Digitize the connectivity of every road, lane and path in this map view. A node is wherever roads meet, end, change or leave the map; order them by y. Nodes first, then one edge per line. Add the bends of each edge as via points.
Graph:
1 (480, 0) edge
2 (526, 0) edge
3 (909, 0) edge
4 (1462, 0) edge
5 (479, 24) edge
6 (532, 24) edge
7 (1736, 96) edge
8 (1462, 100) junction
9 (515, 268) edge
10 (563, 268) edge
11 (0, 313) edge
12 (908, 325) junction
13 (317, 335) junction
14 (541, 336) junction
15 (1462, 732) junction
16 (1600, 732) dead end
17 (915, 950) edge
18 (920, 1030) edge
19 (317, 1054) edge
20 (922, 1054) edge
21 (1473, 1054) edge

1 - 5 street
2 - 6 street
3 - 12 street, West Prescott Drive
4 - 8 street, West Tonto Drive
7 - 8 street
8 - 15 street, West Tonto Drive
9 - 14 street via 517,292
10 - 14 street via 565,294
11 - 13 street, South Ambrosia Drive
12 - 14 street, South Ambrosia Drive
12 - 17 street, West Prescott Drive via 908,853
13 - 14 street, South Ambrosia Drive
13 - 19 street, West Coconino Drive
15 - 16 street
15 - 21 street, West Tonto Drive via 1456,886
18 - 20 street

************

[PROBLEM] Write the whole listing out again. Keep every line exactly as it is.

[ANSWER TO THIS EXERCISE]
Digitize the connectivity of every road, lane and path in this map view. A node is wherever roads meet, end, change or leave the map; order them by y. Nodes first, then one edge per line. Add the bends of each edge as via points.
Graph:
1 (480, 0) edge
2 (526, 0) edge
3 (909, 0) edge
4 (1462, 0) edge
5 (479, 24) edge
6 (532, 24) edge
7 (1736, 96) edge
8 (1462, 100) junction
9 (515, 268) edge
10 (563, 268) edge
11 (0, 313) edge
12 (908, 325) junction
13 (317, 335) junction
14 (541, 336) junction
15 (1462, 732) junction
16 (1600, 732) dead end
17 (915, 950) edge
18 (920, 1030) edge
19 (317, 1054) edge
20 (922, 1054) edge
21 (1473, 1054) edge

1 - 5 street
2 - 6 street
3 - 12 street, West Prescott Drive
4 - 8 street, West Tonto Drive
7 - 8 street
8 - 15 street, West Tonto Drive
9 - 14 street via 517,292
10 - 14 street via 565,294
11 - 13 street, South Ambrosia Drive
12 - 14 street, South Ambrosia Drive
12 - 17 street, West Prescott Drive via 908,853
13 - 14 street, South Ambrosia Drive
13 - 19 street, West Coconino Drive
15 - 16 street
15 - 21 street, West Tonto Drive via 1456,886
18 - 20 street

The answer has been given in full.